On Wed, Jun 23, 2010 at 3:01 PM, Dheeraj Pandey
<dhee...@alumni.utexas.net>wrote:

> Java doesn't have such a thing. Is this by design? If yes, would love to
> understand the rationale of why
> clearing-everything-and-reinserting-(N-1)-values is so much better than:
> (a) providing an API to do so, and
>

There is actually a pending change to provide a much nicer API for this sort
of modification. It will probably be in the next release, so if you can be
patient things should improve soon!


> (b) providing a more optimized implementation that is not O(n) on a delete.
>

This would really be up to the application though: it is often the case that
repeated fields are order dependent, so deletes may be worst case O(n) in
order to shift the elements. Something like SwapElements in the C++
implementation would allow the client to do something more efficient if they
do not care about order, though I'm not sure if the aforementioned change
will provide this.


> Thanks
> Dheeraj
>
>
> On Wed, Jun 23, 2010 at 7:21 AM, Igor Gatis <igorga...@gmail.com> wrote:
>
>> C++ code has the RemoveLast method.
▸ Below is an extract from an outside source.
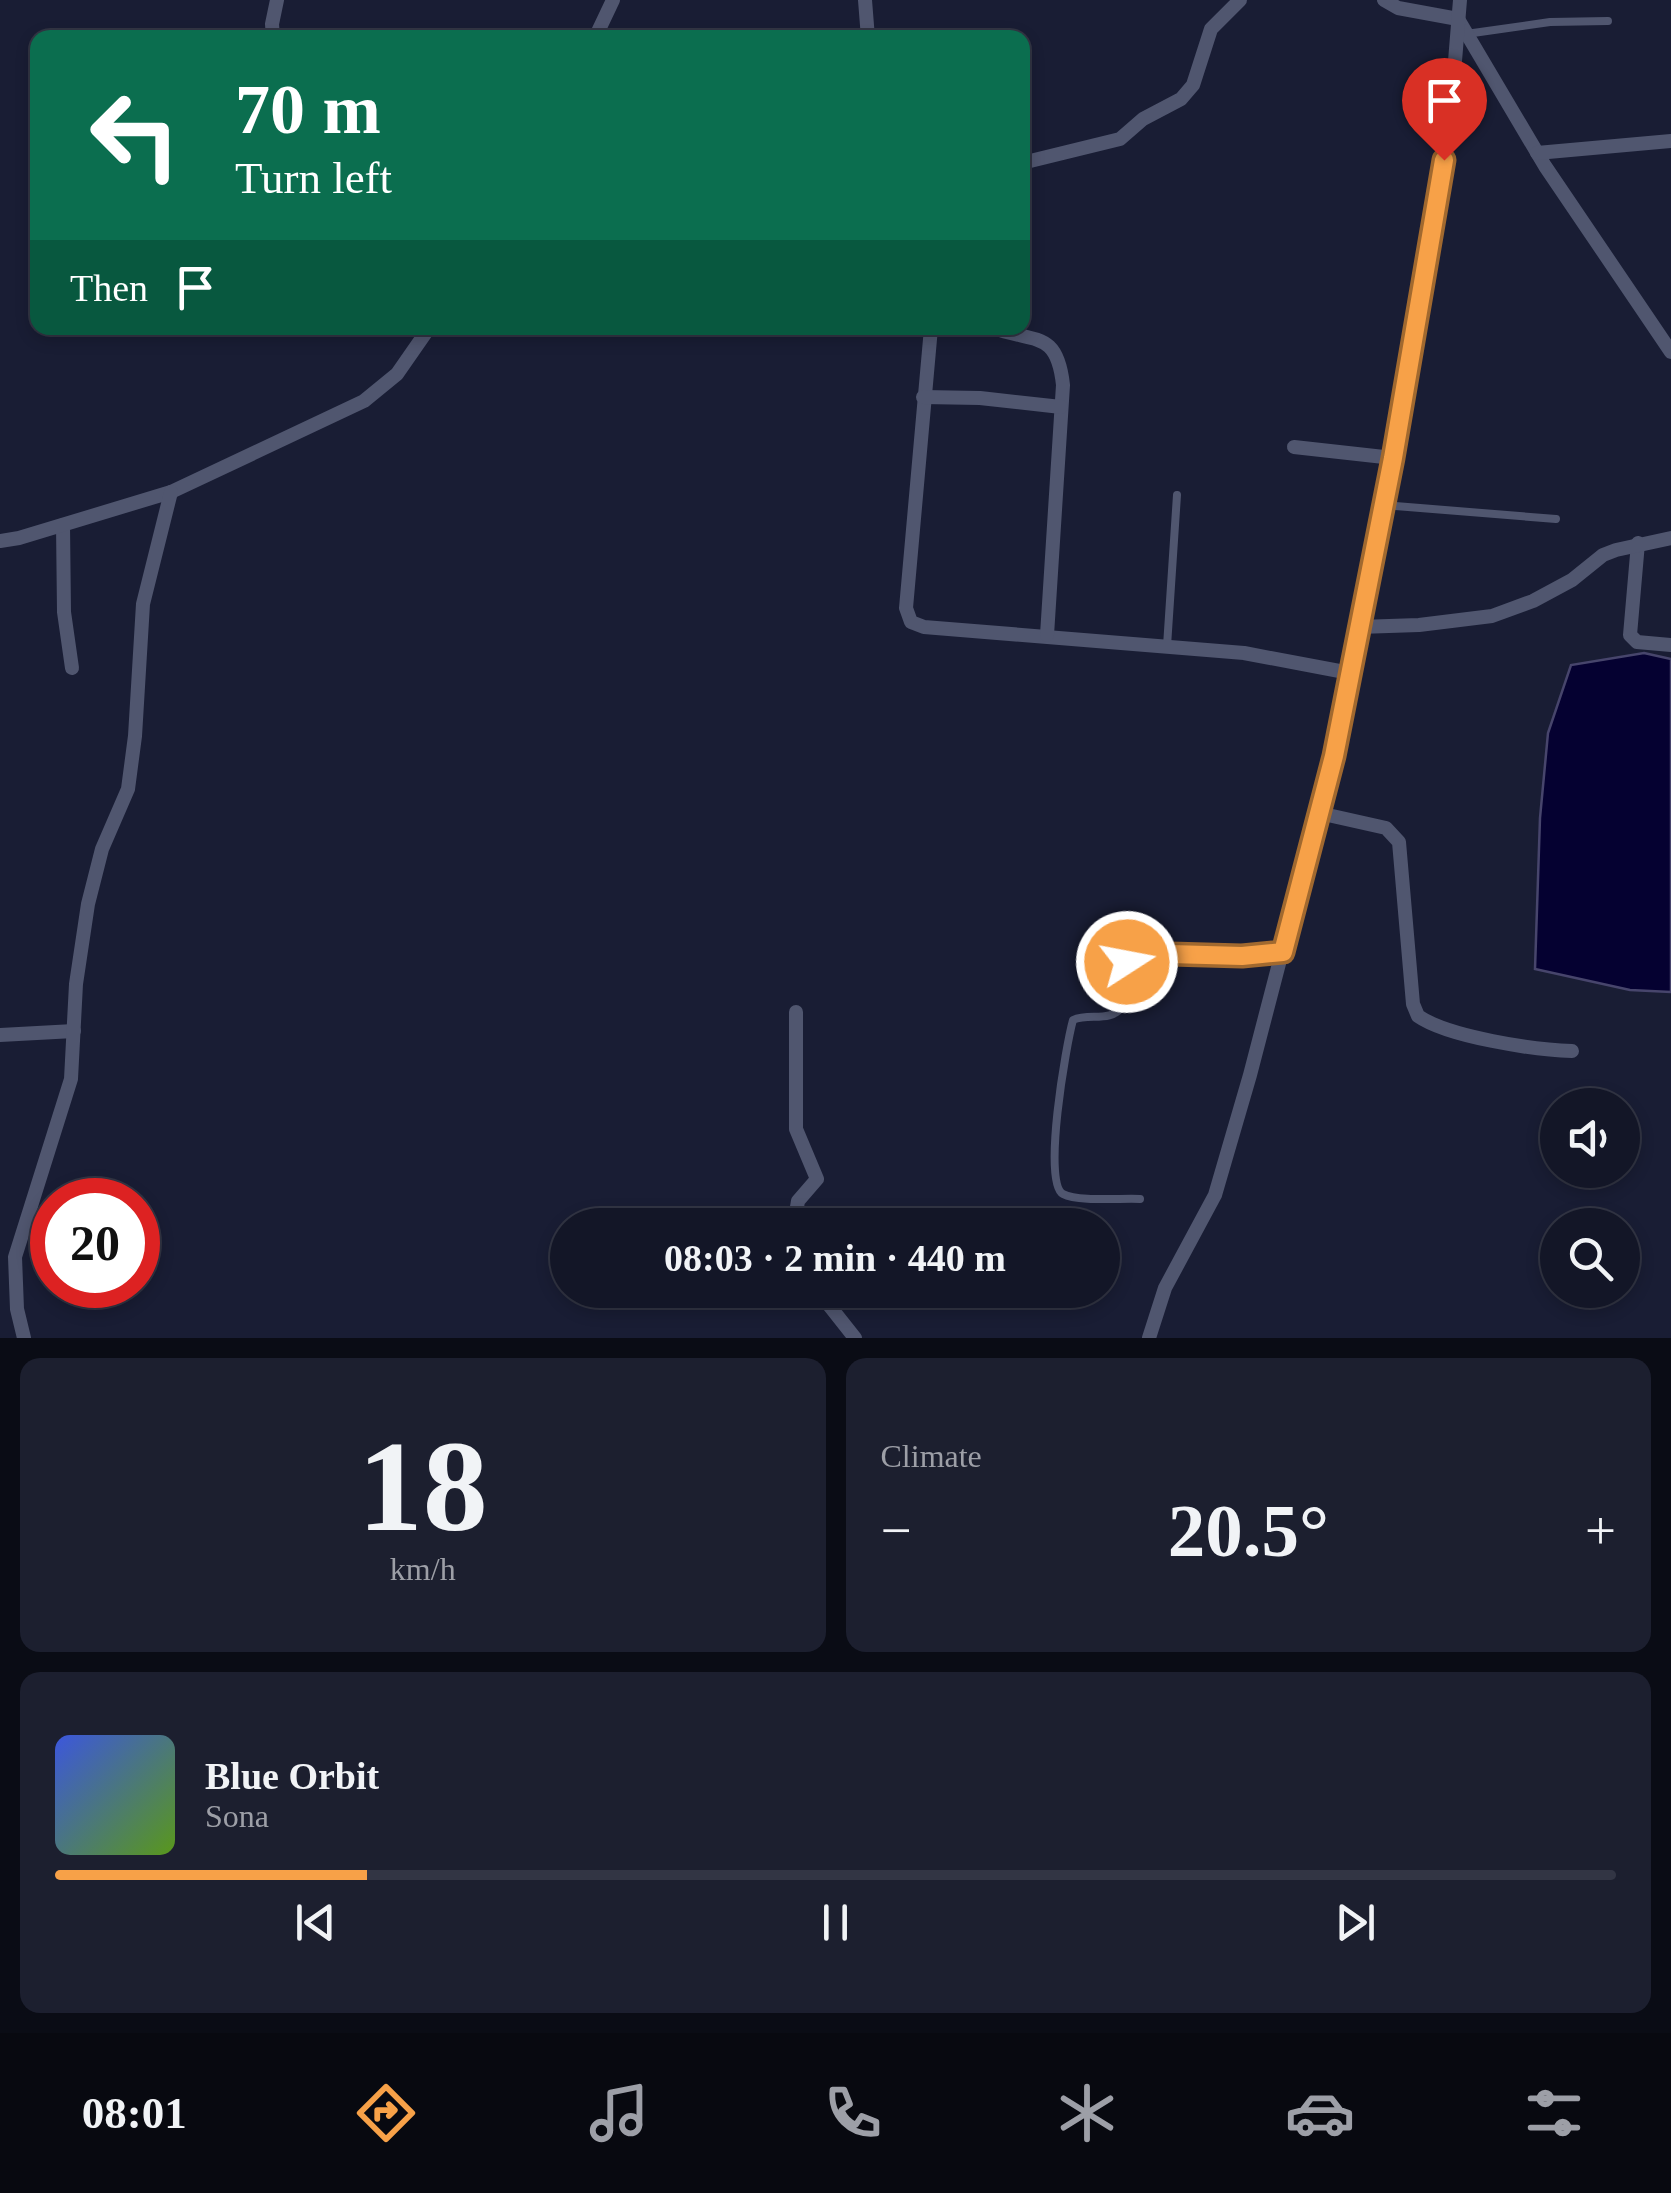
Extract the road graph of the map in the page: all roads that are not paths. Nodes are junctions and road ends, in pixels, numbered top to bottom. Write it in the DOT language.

If there is such thing in Java, you
>> could remove 1 item by shifting everything one position earlier and than
>> calling RemoveLast. Batch removal can be also accomplished in the same with
>> two counters.
>>
>>
>> On Wed, Jun 23, 2010 at 7:03 AM, Thomas Broyer <t.bro...@gmail.com>wrote:
>>
>>>
>>> On 23 juin, 07:02, Dheeraj <dhee...@gmail.com> wrote:
>>> > How do I delete an entry from a list in a protobuf (repeated field)? I
>>> > can add, I can modify, but I cannot delete using any of the generated
>>> > APIs. A getList() returns an unmodifiable collection.
>>>
>>> Clear the field and then re-add values. You can also set the field
>>> with a List<?> (setField with the FieldDescriptor for your repeated
>>> field), which has the same effect.